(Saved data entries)

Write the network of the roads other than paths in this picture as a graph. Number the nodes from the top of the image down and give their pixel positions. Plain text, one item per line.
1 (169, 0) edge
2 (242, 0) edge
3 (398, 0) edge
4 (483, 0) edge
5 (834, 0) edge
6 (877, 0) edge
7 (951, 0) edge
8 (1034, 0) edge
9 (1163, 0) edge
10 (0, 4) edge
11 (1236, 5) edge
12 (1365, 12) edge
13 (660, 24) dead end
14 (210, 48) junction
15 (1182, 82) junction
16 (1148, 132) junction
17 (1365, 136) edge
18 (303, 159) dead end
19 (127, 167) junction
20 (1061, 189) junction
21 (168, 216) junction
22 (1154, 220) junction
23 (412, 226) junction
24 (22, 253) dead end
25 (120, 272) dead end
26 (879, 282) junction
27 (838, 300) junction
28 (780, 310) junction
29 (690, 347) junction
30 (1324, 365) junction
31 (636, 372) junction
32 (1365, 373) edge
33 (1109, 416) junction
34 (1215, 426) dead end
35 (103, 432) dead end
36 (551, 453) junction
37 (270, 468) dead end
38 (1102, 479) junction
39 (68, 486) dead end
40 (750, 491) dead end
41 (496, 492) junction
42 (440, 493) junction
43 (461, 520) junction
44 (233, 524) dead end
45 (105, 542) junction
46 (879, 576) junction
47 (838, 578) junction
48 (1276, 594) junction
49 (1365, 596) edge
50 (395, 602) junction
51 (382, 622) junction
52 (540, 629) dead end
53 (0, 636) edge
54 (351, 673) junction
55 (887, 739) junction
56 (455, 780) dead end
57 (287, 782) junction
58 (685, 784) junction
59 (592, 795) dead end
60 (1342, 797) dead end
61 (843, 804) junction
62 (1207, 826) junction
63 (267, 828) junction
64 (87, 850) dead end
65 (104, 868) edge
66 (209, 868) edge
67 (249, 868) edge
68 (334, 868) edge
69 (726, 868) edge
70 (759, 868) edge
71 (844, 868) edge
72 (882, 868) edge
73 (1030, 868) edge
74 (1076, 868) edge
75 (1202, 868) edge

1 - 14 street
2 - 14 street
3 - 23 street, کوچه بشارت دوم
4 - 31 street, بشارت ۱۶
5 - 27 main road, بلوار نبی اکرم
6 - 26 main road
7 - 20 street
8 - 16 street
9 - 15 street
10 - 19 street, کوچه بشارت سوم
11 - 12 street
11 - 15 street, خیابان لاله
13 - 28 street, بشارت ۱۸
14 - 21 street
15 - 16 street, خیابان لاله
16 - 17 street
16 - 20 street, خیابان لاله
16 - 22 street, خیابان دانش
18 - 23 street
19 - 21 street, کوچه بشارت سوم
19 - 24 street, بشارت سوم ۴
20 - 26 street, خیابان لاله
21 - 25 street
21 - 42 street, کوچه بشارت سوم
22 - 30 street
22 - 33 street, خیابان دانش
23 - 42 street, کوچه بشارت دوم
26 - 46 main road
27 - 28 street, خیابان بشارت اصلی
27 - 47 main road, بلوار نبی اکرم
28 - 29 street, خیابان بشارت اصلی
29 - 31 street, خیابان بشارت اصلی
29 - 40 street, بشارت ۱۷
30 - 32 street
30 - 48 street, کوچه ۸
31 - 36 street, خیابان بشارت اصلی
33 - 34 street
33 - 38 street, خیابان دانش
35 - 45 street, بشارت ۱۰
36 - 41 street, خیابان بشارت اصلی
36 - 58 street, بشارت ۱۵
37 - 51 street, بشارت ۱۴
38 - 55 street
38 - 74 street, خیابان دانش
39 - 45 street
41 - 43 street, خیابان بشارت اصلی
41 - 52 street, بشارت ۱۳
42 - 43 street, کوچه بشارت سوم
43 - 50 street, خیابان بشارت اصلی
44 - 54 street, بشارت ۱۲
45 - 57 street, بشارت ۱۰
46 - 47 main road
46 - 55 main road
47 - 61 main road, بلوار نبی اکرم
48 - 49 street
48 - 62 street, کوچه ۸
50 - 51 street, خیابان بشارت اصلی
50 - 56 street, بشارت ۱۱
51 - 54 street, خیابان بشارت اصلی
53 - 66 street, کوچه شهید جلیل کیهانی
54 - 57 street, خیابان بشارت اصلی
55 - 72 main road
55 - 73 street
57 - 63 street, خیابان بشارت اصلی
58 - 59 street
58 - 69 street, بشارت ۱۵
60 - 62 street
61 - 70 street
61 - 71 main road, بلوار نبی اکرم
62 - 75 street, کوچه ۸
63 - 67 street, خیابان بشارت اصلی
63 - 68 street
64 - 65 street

EXERCISE – Each line of the entries above that contains "دانش" must be copied into the answer.

YOUR RESPONSE –
16 - 22 street, خیابان دانش
22 - 33 street, خیابان دانش
33 - 38 street, خیابان دانش
38 - 74 street, خیابان دانش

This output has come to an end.